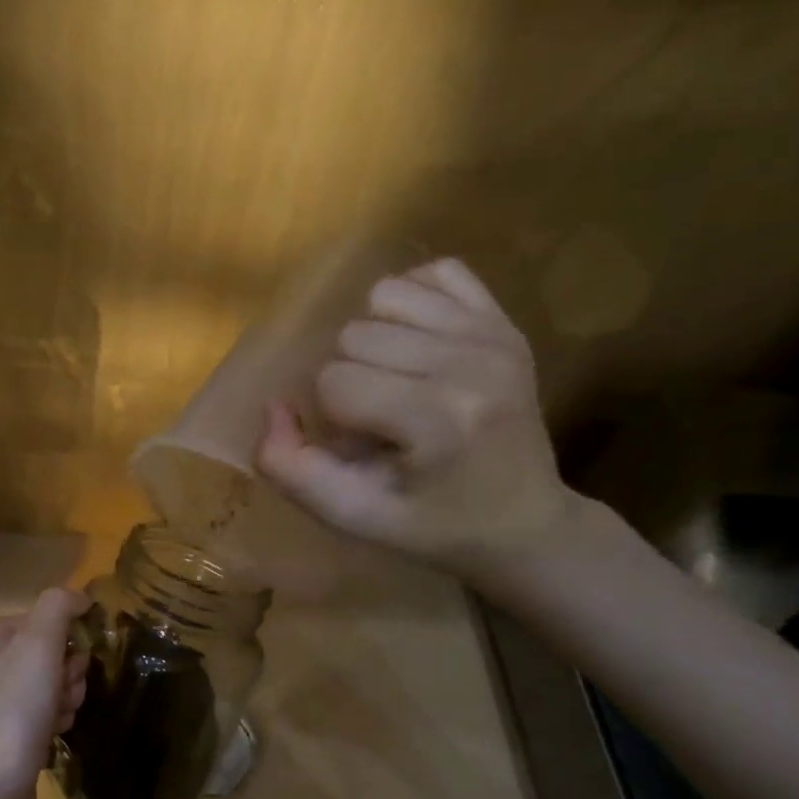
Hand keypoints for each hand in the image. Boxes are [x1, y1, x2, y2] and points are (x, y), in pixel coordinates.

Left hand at [0, 586, 89, 798]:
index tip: (69, 668)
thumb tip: (78, 596)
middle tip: (61, 698)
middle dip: (65, 674)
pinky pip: (39, 711)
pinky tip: (50, 737)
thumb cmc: (10, 715)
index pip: (42, 619)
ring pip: (48, 682)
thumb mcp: (37, 647)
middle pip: (46, 651)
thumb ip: (58, 607)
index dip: (65, 642)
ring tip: (56, 722)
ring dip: (64, 698)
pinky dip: (53, 721)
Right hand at [256, 257, 573, 576]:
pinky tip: (416, 345)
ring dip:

========================

• **Directions for this task**:
Filter the entries above and keep only the lines with the word "hand".

• **Written reply**:
Hand keypoints for each hand in the image. Boxes are [x1, y1, x2, y2] and points are (x, y), in pixel coordinates.
Left hand at [0, 586, 89, 798]:
Right hand at [256, 257, 573, 576]:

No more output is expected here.